(ASSIGNMENT): Please repeat the data exactly. Any picture in it stays out.
** Opening DATA EXTRACTS block **
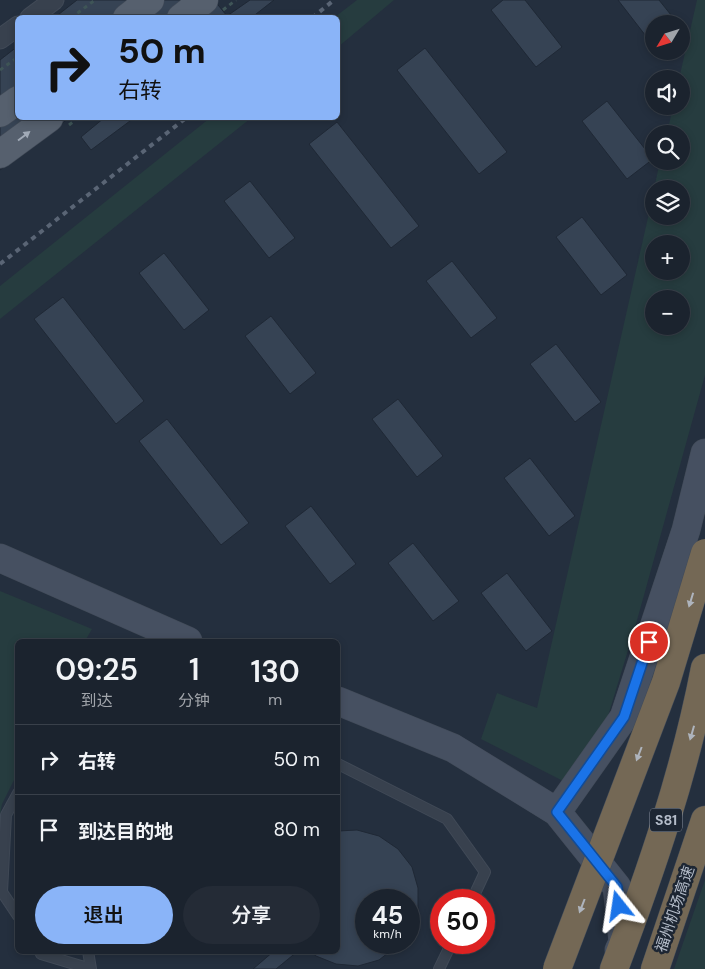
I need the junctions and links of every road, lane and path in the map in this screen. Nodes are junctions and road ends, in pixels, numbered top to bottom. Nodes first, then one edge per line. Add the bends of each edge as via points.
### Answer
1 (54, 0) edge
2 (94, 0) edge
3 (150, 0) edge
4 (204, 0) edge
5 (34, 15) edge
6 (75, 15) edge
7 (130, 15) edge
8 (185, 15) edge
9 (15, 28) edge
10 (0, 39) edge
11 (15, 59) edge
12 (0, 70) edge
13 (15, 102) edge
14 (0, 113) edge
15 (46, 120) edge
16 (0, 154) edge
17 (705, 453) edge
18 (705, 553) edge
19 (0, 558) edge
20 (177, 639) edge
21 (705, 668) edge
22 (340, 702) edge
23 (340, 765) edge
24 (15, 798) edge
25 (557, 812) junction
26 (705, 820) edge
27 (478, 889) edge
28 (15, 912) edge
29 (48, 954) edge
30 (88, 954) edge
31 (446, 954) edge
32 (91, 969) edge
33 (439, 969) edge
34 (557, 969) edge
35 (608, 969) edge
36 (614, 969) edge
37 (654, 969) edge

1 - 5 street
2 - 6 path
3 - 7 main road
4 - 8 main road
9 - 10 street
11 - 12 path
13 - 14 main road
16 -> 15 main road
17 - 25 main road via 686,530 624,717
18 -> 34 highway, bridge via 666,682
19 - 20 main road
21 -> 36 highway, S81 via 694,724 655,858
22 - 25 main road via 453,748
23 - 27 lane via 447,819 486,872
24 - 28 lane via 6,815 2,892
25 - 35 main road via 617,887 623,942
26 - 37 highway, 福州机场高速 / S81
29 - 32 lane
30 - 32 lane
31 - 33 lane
** Closing DATA EXTRACTS block **
(WRITTEN RESPONSE):
I need the junctions and links of every road, lane and path in the map in this screen. Nodes are junctions and road ends, in pixels, numbered top to bottom. Nodes first, then one edge per line. Add the bends of each edge as via points.
### Answer
1 (54, 0) edge
2 (94, 0) edge
3 (150, 0) edge
4 (204, 0) edge
5 (34, 15) edge
6 (75, 15) edge
7 (130, 15) edge
8 (185, 15) edge
9 (15, 28) edge
10 (0, 39) edge
11 (15, 59) edge
12 (0, 70) edge
13 (15, 102) edge
14 (0, 113) edge
15 (46, 120) edge
16 (0, 154) edge
17 (705, 453) edge
18 (705, 553) edge
19 (0, 558) edge
20 (177, 639) edge
21 (705, 668) edge
22 (340, 702) edge
23 (340, 765) edge
24 (15, 798) edge
25 (557, 812) junction
26 (705, 820) edge
27 (478, 889) edge
28 (15, 912) edge
29 (48, 954) edge
30 (88, 954) edge
31 (446, 954) edge
32 (91, 969) edge
33 (439, 969) edge
34 (557, 969) edge
35 (608, 969) edge
36 (614, 969) edge
37 (654, 969) edge

1 - 5 street
2 - 6 path
3 - 7 main road
4 - 8 main road
9 - 10 street
11 - 12 path
13 - 14 main road
16 -> 15 main road
17 - 25 main road via 686,530 624,717
18 -> 34 highway, bridge via 666,682
19 - 20 main road
21 -> 36 highway, S81 via 694,724 655,858
22 - 25 main road via 453,748
23 - 27 lane via 447,819 486,872
24 - 28 lane via 6,815 2,892
25 - 35 main road via 617,887 623,942
26 - 37 highway, 福州机场高速 / S81
29 - 32 lane
30 - 32 lane
31 - 33 lane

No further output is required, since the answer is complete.